→ EXERCISE REQUIREMENTS
Write out the records below exactly as they appear, skipping each picture.

BEGIN

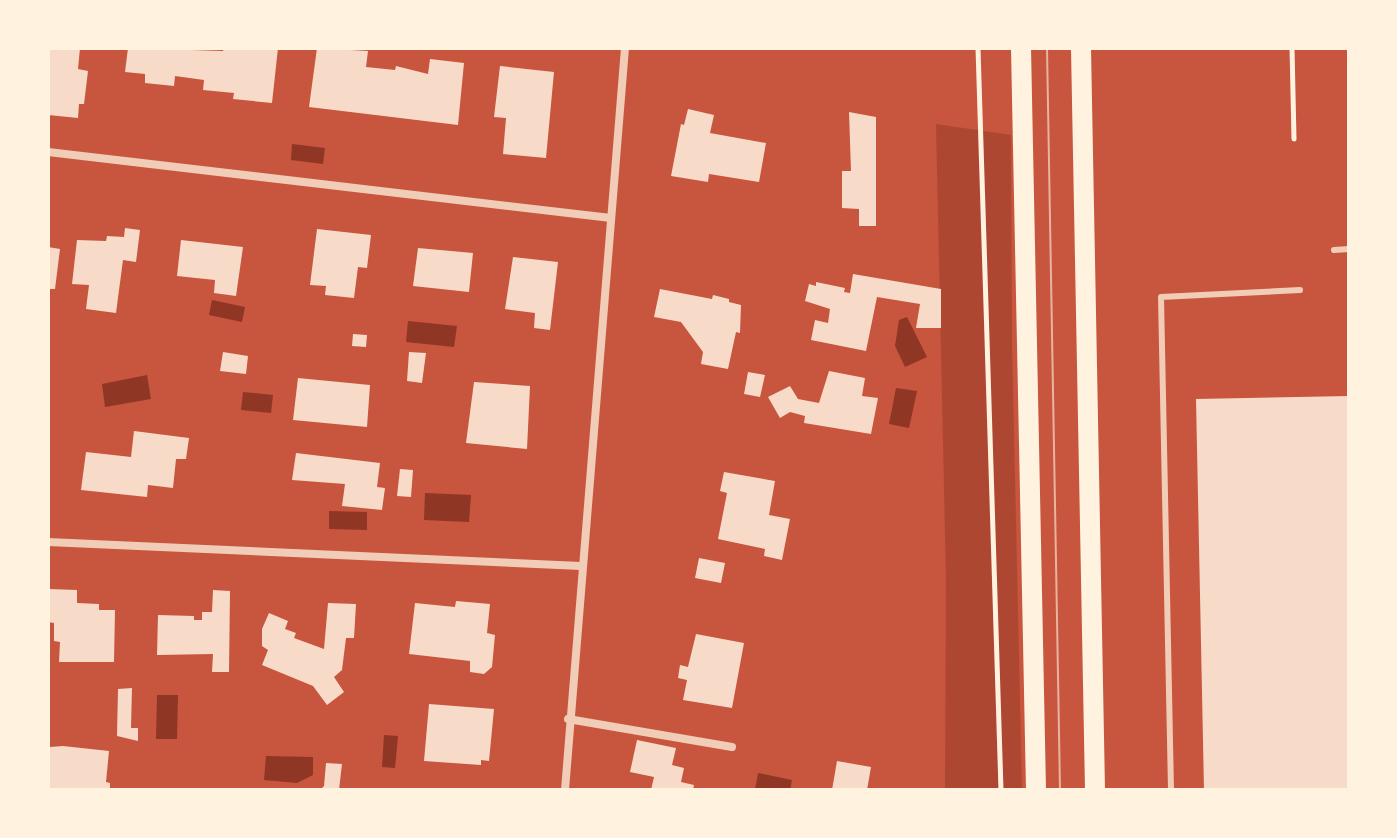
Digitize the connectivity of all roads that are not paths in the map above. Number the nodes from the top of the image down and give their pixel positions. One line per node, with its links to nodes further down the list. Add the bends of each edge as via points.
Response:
1 (625, 48): 5 (street)
2 (1021, 48): 14 (main road)
3 (1081, 48): 15 (main road)
4 (48, 152): 5 (street)
5 (611, 218): 10 (street)
6 (1349, 249): 7 (lane)
7 (1334, 250)
8 (1300, 290): 16 (lane, via 1161,297)
9 (48, 542): 10 (street)
10 (581, 566): 11 (street)
11 (568, 719): 12 (street); 13 (street)
12 (732, 747)
13 (565, 790)
14 (1036, 790)
15 (1095, 790)
16 (1171, 790)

END

→ WORKED SOLUTION
Digitize the connectivity of all roads that are not paths in the map above. Number the nodes from the top of the image down and give their pixel positions. One line per node, with its links to nodes further down the list. Add the bends of each edge as via points.
Response:
1 (625, 48): 5 (street)
2 (1021, 48): 14 (main road)
3 (1081, 48): 15 (main road)
4 (48, 152): 5 (street)
5 (611, 218): 10 (street)
6 (1349, 249): 7 (lane)
7 (1334, 250)
8 (1300, 290): 16 (lane, via 1161,297)
9 (48, 542): 10 (street)
10 (581, 566): 11 (street)
11 (568, 719): 12 (street); 13 (street)
12 (732, 747)
13 (565, 790)
14 (1036, 790)
15 (1095, 790)
16 (1171, 790)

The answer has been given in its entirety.